= WHAT THE TASK REQUIRES =
If pictures appear in the lines below, skip them and copy exactly the lines from the one containing "pinky mcp: (1165, 736)" through the one containing "thumb tip: (342, 363)", and nothing else.

____

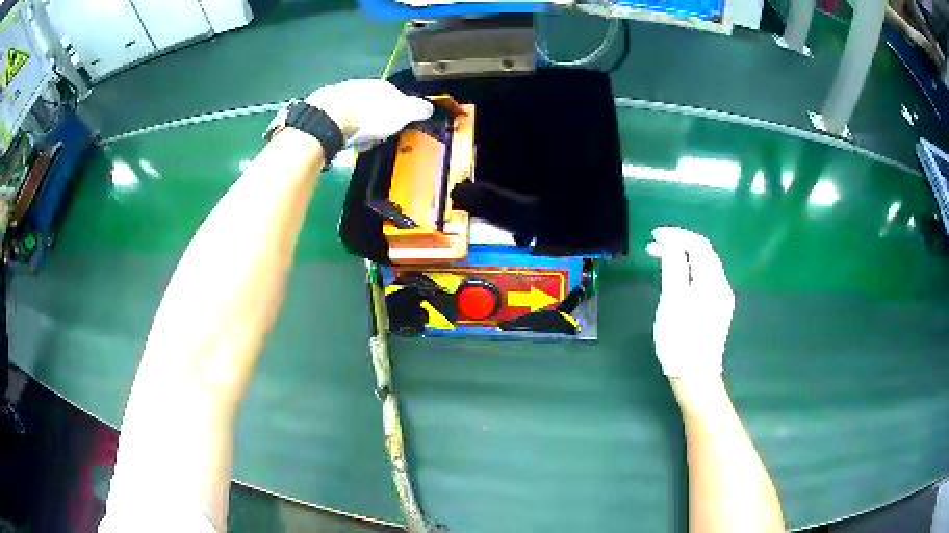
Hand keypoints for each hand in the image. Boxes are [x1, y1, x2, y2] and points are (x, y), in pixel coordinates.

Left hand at [305, 79, 433, 148]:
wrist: (330, 117)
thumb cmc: (370, 116)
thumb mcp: (401, 114)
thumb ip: (416, 110)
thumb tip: (430, 107)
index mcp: (384, 86)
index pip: (396, 96)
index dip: (398, 111)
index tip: (398, 126)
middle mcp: (363, 85)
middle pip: (374, 102)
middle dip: (376, 117)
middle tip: (378, 136)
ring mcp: (341, 93)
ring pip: (355, 108)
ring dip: (358, 122)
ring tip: (359, 140)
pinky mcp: (323, 106)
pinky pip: (338, 117)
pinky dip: (342, 126)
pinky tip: (342, 137)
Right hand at [647, 227, 733, 376]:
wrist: (695, 375)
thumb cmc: (680, 339)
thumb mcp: (672, 301)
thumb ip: (674, 268)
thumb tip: (672, 245)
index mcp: (712, 281)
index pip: (698, 244)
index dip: (677, 235)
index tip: (654, 235)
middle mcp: (722, 285)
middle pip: (704, 253)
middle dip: (679, 244)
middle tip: (653, 246)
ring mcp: (721, 298)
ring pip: (704, 267)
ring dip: (683, 258)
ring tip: (660, 259)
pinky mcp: (717, 310)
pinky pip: (704, 280)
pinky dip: (689, 272)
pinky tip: (676, 279)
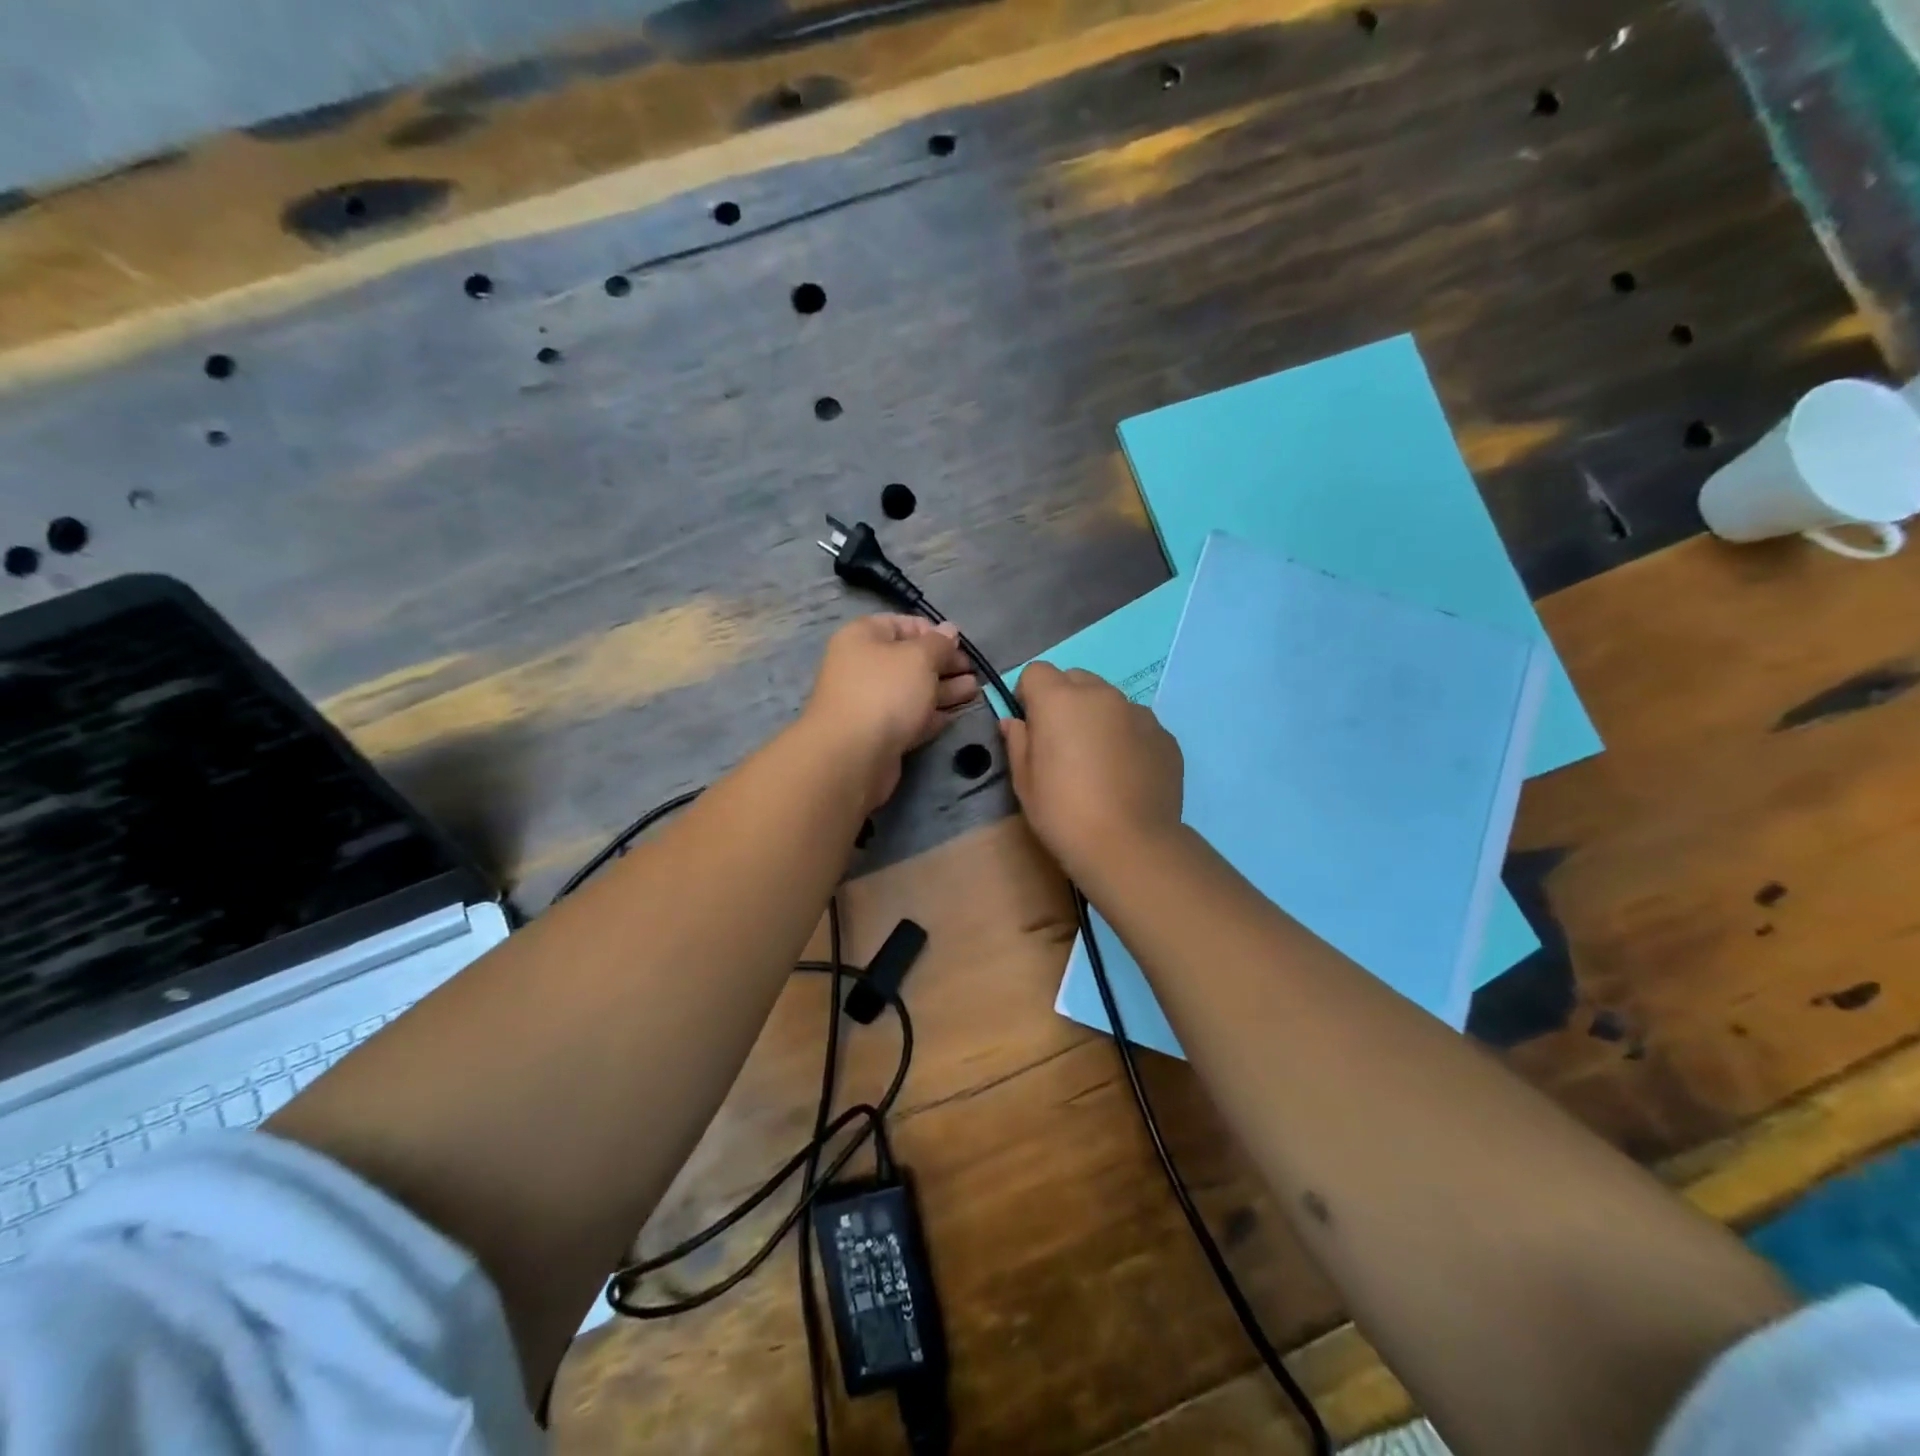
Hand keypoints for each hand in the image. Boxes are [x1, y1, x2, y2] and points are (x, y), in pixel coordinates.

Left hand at [801, 615, 978, 809]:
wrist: (853, 755)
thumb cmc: (886, 692)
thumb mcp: (919, 658)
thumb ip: (939, 643)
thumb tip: (949, 630)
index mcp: (862, 637)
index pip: (901, 624)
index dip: (932, 632)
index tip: (959, 644)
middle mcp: (862, 666)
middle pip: (908, 659)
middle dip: (943, 664)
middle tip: (973, 671)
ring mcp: (869, 702)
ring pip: (912, 690)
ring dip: (944, 689)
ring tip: (975, 691)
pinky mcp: (878, 733)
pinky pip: (908, 717)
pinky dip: (931, 715)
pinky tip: (955, 715)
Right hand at [1000, 663, 1183, 883]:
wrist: (1130, 846)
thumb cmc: (1064, 814)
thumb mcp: (1024, 782)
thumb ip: (1017, 742)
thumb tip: (1015, 722)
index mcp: (1060, 700)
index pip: (1037, 672)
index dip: (1029, 696)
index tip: (1031, 728)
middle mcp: (1102, 695)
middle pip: (1076, 679)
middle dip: (1065, 701)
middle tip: (1063, 744)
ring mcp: (1139, 713)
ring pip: (1110, 702)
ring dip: (1098, 719)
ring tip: (1099, 763)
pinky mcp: (1165, 736)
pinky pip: (1137, 725)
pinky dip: (1127, 739)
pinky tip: (1126, 776)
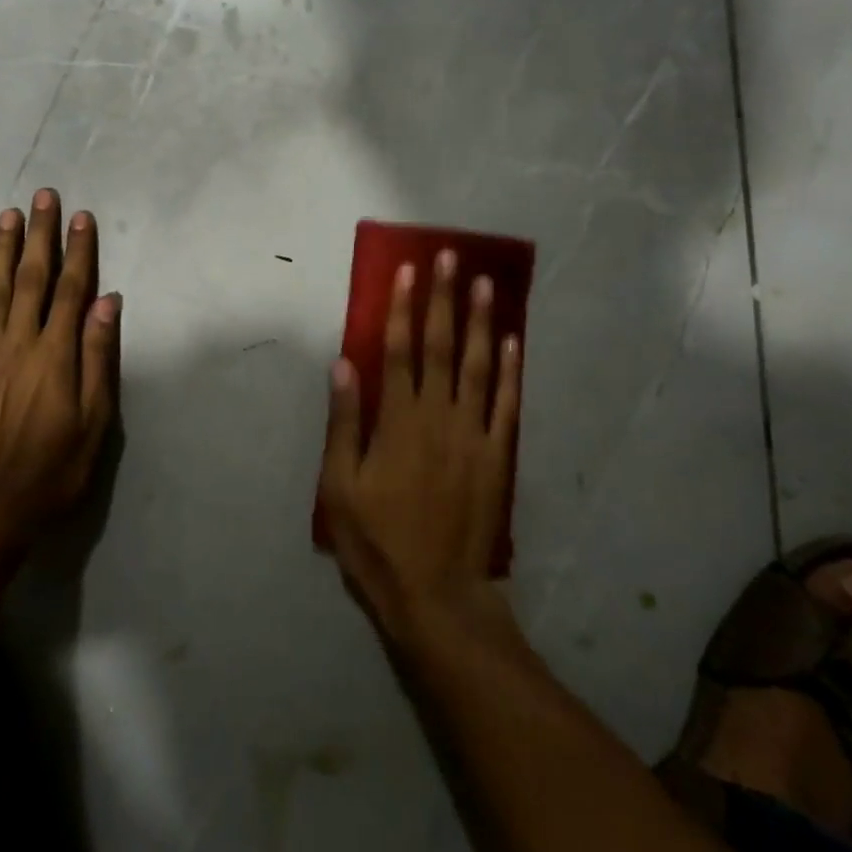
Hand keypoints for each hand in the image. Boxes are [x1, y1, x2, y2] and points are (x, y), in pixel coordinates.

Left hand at [0, 188, 119, 542]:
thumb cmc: (56, 466)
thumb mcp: (95, 419)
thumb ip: (99, 357)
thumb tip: (108, 302)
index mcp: (55, 354)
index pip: (71, 289)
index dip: (78, 250)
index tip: (81, 216)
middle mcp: (18, 344)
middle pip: (30, 278)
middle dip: (38, 235)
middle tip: (42, 196)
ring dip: (1, 250)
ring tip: (8, 216)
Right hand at [318, 249, 522, 639]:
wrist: (436, 595)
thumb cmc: (377, 541)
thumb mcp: (339, 487)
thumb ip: (343, 423)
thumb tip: (342, 363)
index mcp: (397, 421)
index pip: (400, 351)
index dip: (403, 308)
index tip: (408, 270)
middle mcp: (437, 417)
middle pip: (441, 347)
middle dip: (444, 299)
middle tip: (451, 257)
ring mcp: (473, 435)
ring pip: (477, 367)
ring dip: (480, 322)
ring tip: (485, 283)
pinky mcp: (497, 456)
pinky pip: (506, 405)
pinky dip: (510, 371)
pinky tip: (512, 340)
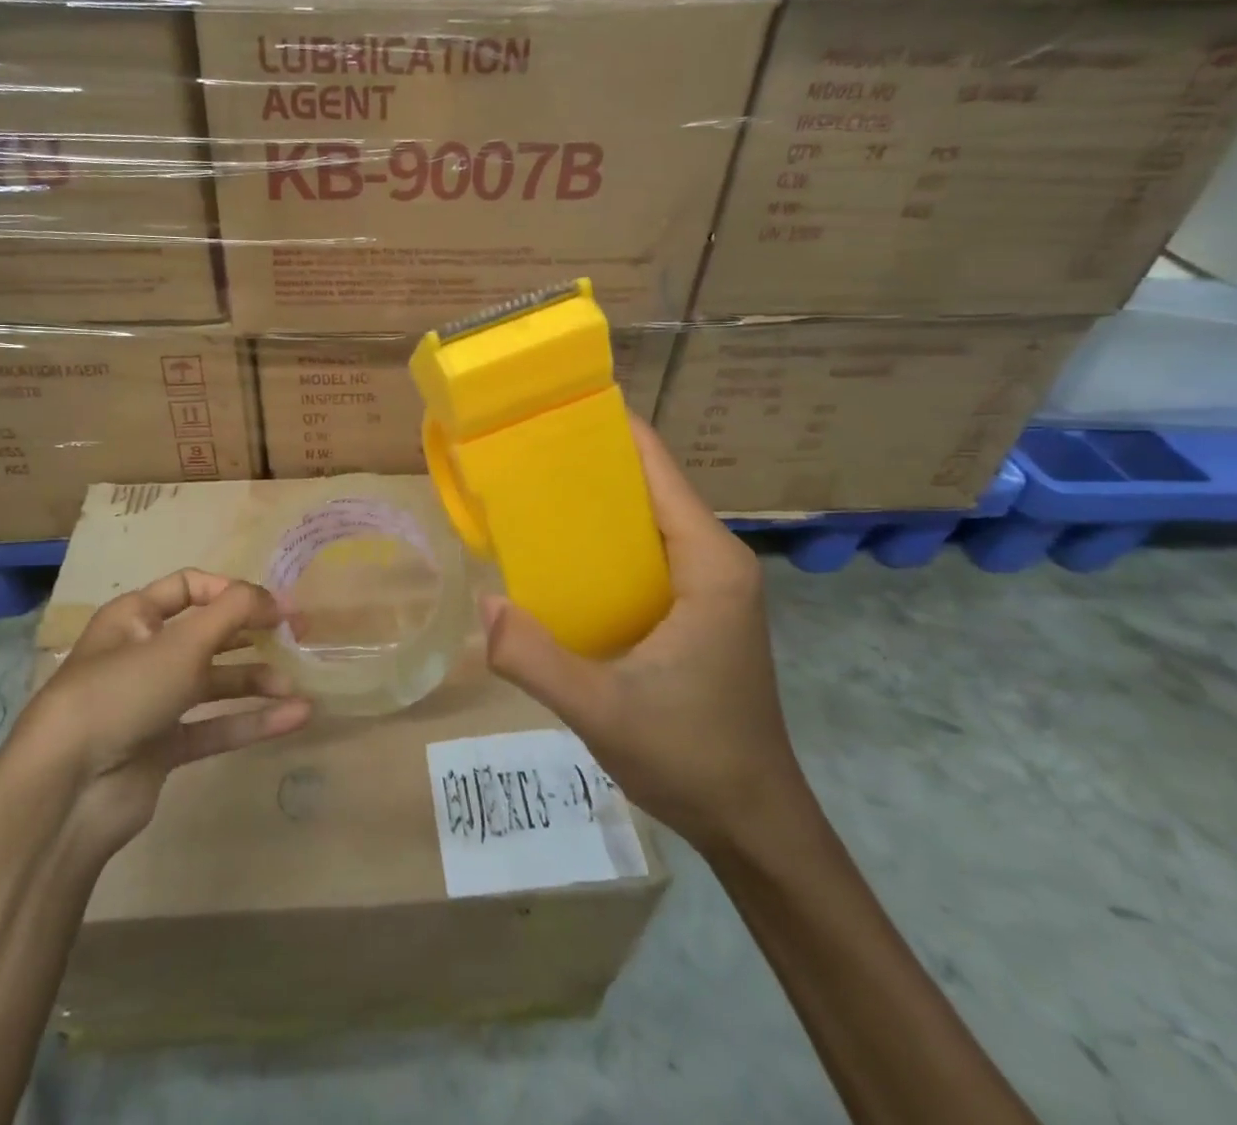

____

= ANSWER TO THE EXERCISE =
pinky mcp: (1165, 736)
pinky pip: (1137, 725)
pinky dip: (1127, 739)
pinky tip: (1126, 776)
Hand keypoints for each hand in the image. Boxes are [x1, y1, x2, y2] and points are (x, y), in pixel coordinates.

Left hand at [0, 188, 119, 542]:
thumb cmc: (56, 466)
thumb mcp: (95, 419)
thumb ip: (99, 357)
thumb tip: (108, 302)
index mcp: (55, 354)
index pip: (71, 289)
index dip: (78, 250)
index tip: (81, 216)
middle mcp: (18, 344)
middle pip: (30, 278)
middle dip: (38, 235)
middle tip: (42, 196)
ring dip: (1, 250)
ring tip: (8, 216)
Right hand at [318, 249, 522, 639]:
wrist: (436, 595)
thumb cmc: (377, 541)
thumb mcp: (339, 487)
thumb ip: (343, 423)
thumb tip: (342, 363)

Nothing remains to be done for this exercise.